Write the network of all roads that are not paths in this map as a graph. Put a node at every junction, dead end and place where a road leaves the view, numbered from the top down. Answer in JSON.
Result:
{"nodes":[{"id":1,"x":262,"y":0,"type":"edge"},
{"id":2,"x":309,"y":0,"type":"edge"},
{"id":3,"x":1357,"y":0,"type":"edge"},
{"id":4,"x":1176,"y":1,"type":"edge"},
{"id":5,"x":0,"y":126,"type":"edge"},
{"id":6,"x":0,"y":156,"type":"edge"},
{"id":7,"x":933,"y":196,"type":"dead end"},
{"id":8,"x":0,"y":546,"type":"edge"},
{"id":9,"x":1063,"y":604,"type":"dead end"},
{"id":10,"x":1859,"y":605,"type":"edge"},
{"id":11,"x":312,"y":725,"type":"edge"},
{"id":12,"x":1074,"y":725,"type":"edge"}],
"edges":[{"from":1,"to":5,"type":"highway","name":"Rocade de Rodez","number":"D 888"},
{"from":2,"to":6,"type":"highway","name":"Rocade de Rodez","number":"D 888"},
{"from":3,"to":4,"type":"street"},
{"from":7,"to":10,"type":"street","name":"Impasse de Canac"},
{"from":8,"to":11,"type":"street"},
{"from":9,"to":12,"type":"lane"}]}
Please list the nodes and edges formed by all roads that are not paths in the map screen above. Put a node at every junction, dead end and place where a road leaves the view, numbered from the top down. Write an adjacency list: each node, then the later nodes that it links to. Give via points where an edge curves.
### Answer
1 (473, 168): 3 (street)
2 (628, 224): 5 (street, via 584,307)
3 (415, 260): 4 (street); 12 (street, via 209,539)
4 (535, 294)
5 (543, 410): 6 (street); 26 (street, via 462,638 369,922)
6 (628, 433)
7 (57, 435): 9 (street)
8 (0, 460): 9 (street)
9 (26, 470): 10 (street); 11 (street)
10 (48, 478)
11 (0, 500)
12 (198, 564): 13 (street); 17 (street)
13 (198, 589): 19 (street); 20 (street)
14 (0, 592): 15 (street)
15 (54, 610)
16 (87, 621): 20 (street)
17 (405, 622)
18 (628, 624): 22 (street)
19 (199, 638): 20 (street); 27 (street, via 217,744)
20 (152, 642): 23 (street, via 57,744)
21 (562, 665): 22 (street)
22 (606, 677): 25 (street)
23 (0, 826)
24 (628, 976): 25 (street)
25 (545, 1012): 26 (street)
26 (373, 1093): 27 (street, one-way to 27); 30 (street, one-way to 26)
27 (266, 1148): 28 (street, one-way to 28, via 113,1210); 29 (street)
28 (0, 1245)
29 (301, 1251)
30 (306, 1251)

Exercise aim: Transcribe the data in full, keeping every detail.

Task solution:
Write the network of all roads that are not paths in this map as a graph. Put a node at every junction, dead end and place where a road leaves the view, numbered from the top down. Answer in JSON.
Result:
{"nodes":[{"id":1,"x":262,"y":0,"type":"edge"},
{"id":2,"x":309,"y":0,"type":"edge"},
{"id":3,"x":1357,"y":0,"type":"edge"},
{"id":4,"x":1176,"y":1,"type":"edge"},
{"id":5,"x":0,"y":126,"type":"edge"},
{"id":6,"x":0,"y":156,"type":"edge"},
{"id":7,"x":933,"y":196,"type":"dead end"},
{"id":8,"x":0,"y":546,"type":"edge"},
{"id":9,"x":1063,"y":604,"type":"dead end"},
{"id":10,"x":1859,"y":605,"type":"edge"},
{"id":11,"x":312,"y":725,"type":"edge"},
{"id":12,"x":1074,"y":725,"type":"edge"}],
"edges":[{"from":1,"to":5,"type":"highway","name":"Rocade de Rodez","number":"D 888"},
{"from":2,"to":6,"type":"highway","name":"Rocade de Rodez","number":"D 888"},
{"from":3,"to":4,"type":"street"},
{"from":7,"to":10,"type":"street","name":"Impasse de Canac"},
{"from":8,"to":11,"type":"street"},
{"from":9,"to":12,"type":"lane"}]}
Please list the nodes and edges formed by all roads that are not paths in the map screen above. Put a node at every junction, dead end and place where a road leaves the view, numbered from the top down. Write an adjacency list: each node, then the later nodes that it links to. Give via points where an edge curves.
### Answer
1 (473, 168): 3 (street)
2 (628, 224): 5 (street, via 584,307)
3 (415, 260): 4 (street); 12 (street, via 209,539)
4 (535, 294)
5 (543, 410): 6 (street); 26 (street, via 462,638 369,922)
6 (628, 433)
7 (57, 435): 9 (street)
8 (0, 460): 9 (street)
9 (26, 470): 10 (street); 11 (street)
10 (48, 478)
11 (0, 500)
12 (198, 564): 13 (street); 17 (street)
13 (198, 589): 19 (street); 20 (street)
14 (0, 592): 15 (street)
15 (54, 610)
16 (87, 621): 20 (street)
17 (405, 622)
18 (628, 624): 22 (street)
19 (199, 638): 20 (street); 27 (street, via 217,744)
20 (152, 642): 23 (street, via 57,744)
21 (562, 665): 22 (street)
22 (606, 677): 25 (street)
23 (0, 826)
24 (628, 976): 25 (street)
25 (545, 1012): 26 (street)
26 (373, 1093): 27 (street, one-way to 27); 30 (street, one-way to 26)
27 (266, 1148): 28 (street, one-way to 28, via 113,1210); 29 (street)
28 (0, 1245)
29 (301, 1251)
30 (306, 1251)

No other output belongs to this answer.